Sapphire Energy, the San Diego-based algae biofuels startup that got much of its venture funding out of Seattle, and BioEnergy International of Quincy, MA, are among 19 biofuel refinery projects that were designated today to get as much as $564 million in federal funding.
Sapphire spokesman Tim Zenk says the company got a $50 million grant and $54-million loan guarantee needed to build a 300-acre integrated algal biorefinery in Southern New Mexico. He describes it as a pre-commercial demonstration plant intended to validate the economics as well as the technology Sapphire has developed to produce “green crude” that is equivalent to crude oil. BioEnergy also received a $50 million grant to build a demonstration plant in Lake Providence, LA, that is intended to use sorghum as a replacement for crude oil in the production of succinic acid, a petrochemical feedstock. The process developed by BioEnergy to convert sorghum into succinic acid also uses less energy per ton of succinic acid produced than the petroleum-based process.
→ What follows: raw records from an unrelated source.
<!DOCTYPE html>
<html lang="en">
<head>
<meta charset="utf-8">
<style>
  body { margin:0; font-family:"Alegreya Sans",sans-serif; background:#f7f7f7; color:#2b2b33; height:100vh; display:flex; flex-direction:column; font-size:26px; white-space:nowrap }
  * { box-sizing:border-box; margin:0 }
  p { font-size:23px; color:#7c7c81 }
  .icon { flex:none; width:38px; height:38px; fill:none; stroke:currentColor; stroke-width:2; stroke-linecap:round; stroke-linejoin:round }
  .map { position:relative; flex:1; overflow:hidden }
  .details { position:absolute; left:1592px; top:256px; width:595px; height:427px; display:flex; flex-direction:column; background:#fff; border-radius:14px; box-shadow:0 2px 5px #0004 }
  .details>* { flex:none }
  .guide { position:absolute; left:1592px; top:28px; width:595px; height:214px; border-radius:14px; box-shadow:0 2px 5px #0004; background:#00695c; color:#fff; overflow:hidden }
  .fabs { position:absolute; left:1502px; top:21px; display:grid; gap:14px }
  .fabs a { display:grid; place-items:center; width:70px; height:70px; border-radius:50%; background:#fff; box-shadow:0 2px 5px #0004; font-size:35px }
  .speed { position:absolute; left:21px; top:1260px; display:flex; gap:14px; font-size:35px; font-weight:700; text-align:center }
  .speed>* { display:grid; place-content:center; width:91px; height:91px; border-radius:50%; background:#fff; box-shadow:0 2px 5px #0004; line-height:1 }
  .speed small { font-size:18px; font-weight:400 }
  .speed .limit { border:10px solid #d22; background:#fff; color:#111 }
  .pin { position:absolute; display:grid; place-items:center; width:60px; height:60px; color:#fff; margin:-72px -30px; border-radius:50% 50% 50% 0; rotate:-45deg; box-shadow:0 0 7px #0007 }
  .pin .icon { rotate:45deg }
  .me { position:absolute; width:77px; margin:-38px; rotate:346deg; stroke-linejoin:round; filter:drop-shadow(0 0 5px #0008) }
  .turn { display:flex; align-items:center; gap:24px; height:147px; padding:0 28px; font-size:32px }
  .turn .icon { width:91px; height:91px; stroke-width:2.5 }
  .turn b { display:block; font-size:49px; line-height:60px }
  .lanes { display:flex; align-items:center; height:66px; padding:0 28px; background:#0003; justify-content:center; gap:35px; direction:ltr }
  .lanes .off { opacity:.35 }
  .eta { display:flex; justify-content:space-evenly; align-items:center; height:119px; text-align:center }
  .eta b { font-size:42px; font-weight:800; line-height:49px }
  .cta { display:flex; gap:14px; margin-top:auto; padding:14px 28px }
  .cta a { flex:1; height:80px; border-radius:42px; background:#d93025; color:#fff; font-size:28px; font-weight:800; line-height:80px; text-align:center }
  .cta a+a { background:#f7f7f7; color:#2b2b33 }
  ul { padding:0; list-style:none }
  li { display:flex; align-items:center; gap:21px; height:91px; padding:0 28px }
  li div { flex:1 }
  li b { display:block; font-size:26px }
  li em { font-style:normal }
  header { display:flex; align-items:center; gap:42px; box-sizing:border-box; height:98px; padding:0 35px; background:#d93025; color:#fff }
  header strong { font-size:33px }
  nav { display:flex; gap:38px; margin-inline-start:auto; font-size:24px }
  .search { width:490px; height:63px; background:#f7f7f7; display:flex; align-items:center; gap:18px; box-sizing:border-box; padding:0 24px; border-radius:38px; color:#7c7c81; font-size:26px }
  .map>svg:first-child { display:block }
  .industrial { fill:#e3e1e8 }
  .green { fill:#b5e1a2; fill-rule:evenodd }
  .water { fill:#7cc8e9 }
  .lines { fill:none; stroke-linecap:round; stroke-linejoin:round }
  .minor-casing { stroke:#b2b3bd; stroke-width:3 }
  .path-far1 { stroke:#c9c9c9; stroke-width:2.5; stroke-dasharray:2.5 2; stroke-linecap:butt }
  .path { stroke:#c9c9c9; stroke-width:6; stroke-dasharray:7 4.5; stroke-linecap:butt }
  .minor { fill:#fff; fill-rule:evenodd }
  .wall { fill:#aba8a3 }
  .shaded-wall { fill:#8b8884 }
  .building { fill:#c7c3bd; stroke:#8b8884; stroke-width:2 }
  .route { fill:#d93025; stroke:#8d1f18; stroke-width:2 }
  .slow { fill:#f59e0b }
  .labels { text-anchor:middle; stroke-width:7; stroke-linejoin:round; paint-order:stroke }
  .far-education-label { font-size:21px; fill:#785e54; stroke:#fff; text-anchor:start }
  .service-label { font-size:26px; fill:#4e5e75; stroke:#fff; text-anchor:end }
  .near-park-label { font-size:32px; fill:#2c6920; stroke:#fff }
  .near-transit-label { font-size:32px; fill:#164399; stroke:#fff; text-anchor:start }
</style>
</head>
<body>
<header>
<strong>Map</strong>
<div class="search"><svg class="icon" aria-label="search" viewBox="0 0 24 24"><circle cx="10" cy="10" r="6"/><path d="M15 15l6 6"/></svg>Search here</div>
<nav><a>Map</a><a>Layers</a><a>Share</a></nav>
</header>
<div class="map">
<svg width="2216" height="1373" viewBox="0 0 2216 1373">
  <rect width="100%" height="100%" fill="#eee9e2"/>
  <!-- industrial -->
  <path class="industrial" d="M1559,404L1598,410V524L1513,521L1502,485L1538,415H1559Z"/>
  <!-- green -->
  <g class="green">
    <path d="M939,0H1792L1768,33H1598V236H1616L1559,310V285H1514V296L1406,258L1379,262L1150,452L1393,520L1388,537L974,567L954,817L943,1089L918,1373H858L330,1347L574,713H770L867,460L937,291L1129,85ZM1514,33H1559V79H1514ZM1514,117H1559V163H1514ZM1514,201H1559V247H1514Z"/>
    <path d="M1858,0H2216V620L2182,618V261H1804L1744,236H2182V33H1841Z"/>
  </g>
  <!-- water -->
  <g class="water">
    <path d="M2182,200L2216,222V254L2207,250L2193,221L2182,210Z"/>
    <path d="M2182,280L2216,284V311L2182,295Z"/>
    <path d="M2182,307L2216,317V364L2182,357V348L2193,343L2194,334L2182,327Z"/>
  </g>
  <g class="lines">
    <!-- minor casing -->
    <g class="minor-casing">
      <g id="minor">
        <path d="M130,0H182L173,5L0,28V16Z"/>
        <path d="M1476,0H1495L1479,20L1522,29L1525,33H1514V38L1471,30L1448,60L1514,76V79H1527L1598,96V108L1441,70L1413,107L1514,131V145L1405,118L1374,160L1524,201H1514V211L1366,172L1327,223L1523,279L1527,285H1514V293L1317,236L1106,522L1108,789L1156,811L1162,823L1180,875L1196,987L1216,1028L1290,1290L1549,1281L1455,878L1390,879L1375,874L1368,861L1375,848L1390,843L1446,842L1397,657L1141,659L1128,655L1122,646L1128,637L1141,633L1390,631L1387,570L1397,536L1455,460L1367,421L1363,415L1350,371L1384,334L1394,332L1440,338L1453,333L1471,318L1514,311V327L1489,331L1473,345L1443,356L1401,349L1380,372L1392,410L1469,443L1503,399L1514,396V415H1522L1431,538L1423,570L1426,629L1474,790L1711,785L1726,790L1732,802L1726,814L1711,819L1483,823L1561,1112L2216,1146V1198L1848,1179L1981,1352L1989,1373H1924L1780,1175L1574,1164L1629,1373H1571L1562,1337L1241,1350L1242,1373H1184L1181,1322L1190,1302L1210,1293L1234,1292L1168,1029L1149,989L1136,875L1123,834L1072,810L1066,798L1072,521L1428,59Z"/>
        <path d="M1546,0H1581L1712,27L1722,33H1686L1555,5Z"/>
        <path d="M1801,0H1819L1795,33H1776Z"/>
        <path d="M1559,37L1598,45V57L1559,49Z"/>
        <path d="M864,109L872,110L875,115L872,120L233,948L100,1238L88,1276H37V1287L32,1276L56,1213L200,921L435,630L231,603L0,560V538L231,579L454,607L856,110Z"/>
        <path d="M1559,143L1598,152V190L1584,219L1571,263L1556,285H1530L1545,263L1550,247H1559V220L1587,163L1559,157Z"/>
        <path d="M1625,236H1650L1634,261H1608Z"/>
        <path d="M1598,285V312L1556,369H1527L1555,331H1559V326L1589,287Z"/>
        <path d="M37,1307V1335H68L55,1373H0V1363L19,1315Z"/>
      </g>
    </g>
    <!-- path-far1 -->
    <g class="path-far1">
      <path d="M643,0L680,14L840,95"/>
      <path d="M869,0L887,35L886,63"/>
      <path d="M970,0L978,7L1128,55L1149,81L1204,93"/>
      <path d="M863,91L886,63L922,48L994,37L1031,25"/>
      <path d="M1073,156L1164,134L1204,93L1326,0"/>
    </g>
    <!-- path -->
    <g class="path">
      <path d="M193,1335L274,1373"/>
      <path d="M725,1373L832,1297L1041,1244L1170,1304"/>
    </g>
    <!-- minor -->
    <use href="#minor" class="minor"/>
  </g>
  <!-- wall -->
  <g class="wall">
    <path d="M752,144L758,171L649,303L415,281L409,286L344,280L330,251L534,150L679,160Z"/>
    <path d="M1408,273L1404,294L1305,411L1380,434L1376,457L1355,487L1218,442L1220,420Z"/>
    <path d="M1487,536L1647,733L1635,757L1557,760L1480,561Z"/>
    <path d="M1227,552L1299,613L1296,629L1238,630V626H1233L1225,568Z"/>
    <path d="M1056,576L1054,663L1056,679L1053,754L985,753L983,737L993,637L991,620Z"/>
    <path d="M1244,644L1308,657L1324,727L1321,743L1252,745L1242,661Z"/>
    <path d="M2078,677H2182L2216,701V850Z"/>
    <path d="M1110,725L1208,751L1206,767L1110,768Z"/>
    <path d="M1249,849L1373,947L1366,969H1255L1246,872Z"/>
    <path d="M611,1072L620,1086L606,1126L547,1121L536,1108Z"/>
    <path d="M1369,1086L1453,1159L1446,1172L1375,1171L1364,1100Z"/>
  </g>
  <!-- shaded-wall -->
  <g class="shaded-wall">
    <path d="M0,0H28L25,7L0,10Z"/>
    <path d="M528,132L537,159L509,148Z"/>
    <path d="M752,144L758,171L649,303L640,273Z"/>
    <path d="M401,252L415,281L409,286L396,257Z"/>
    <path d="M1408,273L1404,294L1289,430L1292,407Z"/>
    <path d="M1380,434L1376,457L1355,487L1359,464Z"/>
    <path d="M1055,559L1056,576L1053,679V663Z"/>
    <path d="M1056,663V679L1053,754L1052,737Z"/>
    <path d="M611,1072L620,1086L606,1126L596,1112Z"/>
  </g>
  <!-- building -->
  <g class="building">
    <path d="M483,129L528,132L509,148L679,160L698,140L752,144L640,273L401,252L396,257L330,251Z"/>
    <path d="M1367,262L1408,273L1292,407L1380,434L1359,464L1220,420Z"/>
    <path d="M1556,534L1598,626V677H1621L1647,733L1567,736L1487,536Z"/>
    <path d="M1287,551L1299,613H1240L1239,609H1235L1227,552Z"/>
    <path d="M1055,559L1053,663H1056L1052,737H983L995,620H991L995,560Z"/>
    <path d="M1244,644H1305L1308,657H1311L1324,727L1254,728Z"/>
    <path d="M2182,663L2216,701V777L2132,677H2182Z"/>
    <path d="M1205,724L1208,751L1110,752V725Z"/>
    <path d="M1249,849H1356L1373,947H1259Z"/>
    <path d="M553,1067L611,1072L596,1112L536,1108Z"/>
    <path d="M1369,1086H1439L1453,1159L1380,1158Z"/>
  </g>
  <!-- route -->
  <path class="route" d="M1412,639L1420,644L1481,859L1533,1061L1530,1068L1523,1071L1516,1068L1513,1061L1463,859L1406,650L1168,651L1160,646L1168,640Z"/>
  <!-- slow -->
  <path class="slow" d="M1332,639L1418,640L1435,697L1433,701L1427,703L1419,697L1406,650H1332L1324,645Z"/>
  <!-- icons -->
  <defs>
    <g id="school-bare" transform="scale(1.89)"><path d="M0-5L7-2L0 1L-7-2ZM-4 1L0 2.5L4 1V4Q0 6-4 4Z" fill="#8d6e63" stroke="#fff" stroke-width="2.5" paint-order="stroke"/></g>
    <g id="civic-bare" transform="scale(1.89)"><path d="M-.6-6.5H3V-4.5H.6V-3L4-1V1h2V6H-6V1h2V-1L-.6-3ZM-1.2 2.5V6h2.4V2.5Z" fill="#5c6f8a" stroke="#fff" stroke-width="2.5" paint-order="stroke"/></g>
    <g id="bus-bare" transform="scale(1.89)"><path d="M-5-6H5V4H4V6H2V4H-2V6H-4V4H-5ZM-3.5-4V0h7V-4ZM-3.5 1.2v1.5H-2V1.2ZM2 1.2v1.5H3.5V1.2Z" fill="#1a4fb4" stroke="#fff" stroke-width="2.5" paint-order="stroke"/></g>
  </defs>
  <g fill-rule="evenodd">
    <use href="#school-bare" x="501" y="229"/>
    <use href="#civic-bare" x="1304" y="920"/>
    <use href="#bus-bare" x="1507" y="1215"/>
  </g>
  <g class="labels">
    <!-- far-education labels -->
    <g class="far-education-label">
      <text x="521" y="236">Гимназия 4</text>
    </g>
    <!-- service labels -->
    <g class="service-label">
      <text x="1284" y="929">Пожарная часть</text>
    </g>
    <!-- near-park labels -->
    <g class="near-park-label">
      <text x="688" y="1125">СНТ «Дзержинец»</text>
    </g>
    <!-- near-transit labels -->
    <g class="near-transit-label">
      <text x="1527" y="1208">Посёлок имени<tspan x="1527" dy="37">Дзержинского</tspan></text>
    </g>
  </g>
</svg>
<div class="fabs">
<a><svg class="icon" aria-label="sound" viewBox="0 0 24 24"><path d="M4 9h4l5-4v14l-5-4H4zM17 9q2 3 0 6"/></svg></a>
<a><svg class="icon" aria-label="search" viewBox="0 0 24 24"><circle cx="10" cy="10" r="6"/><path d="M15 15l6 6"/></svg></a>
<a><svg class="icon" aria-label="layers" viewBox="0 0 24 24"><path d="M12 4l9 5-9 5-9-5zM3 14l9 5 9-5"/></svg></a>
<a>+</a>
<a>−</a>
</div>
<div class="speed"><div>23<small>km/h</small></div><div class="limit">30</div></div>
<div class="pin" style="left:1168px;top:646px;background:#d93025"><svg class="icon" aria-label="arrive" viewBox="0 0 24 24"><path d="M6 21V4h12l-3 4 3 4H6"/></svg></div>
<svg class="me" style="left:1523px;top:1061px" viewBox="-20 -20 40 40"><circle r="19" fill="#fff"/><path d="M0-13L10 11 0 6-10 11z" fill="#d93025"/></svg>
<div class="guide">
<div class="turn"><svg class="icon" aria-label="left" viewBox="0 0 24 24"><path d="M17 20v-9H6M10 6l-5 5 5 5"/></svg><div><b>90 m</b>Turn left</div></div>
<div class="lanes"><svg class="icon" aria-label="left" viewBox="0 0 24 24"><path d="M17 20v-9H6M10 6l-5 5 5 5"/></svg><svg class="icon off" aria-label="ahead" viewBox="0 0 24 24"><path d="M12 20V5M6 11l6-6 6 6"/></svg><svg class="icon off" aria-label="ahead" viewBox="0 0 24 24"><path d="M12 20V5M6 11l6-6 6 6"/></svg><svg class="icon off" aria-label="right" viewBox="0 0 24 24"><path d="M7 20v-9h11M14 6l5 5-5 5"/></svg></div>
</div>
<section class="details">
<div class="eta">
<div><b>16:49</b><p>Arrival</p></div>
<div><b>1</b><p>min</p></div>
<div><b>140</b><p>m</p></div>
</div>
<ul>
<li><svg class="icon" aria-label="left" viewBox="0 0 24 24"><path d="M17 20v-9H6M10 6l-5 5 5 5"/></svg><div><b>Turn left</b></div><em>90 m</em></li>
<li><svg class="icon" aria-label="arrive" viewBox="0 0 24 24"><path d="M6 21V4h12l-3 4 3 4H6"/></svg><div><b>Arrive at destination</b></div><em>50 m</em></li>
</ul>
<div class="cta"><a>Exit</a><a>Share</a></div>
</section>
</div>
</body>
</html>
Of the 19 projects designated to get funding in an announcement issued jointly today by the Energy and Agriculture Departments, Sapphire and BioEnergy account for two of four recipients that got $50 million each in grants. Most of the awards were less than $25 million, although more than $81.1 million was provided for an existing biomass ethanol refinery being built in Fulton, MS, by Bluefire Ethanol of Irvine, CA. The funding came through the American Recovery and Reinvestment Act to accelerate the construction and operation of pilot, demonstration, and commercial-scale biofuel facilities.
In the statement, Energy Secretary Steven Chu says, “These projects will help establish a domestic industry that will create jobs here at home and open new markets across rural America.” The grants announced today are collectively matched with more than $700 million in loan guarantees and other types of private and non-Federal cost-share funds.
The government also designated a $25 million grant for ZeaChem, a cellulosic ethanol company based in suburban Denver, CO, that is developing a pilot plant along the Columbia River in Boardman, OR, about 160 miles northeast of Portland. The project is intended to demonstrate the feasibility of using hybrid poplar trees grown as a crop to produce fuel-grade ethanol. The pilot plant also is intended to evaluate the feasibility of using other agricultural biomass as ethanol feedstocks.
In its list of recipients, the government says the funding for Sapphire is designated for a facility in Columbus, NM, intended to cultivate algae in ponds that will ultimately be converted into green fuels, such as jet fuel and diesel, using a refining process developed by Sapphire’s partner, Louisiana-based Dynamic Fuels. Venture funding for Sapphire has come from Arch Venture Partners of Seattle, Bill Gates’ Cascade Investment, Venrock Associates of Menlo Park, CA, and the UK-based Wellcome Trust.
Zenk says Sapphire intends to break ground for the project near the end of 2010, and production operations are expected to begin a year later.
“After we validate the techno-economics around this, then we’ll go to a fully commercial, 10,000-barrel-a-day facility,” Zenk says. That process would likely require operating the plant for a year, which means it will be at least three years before Sapphire will be ready to make a decision to move forward with full commercial operations.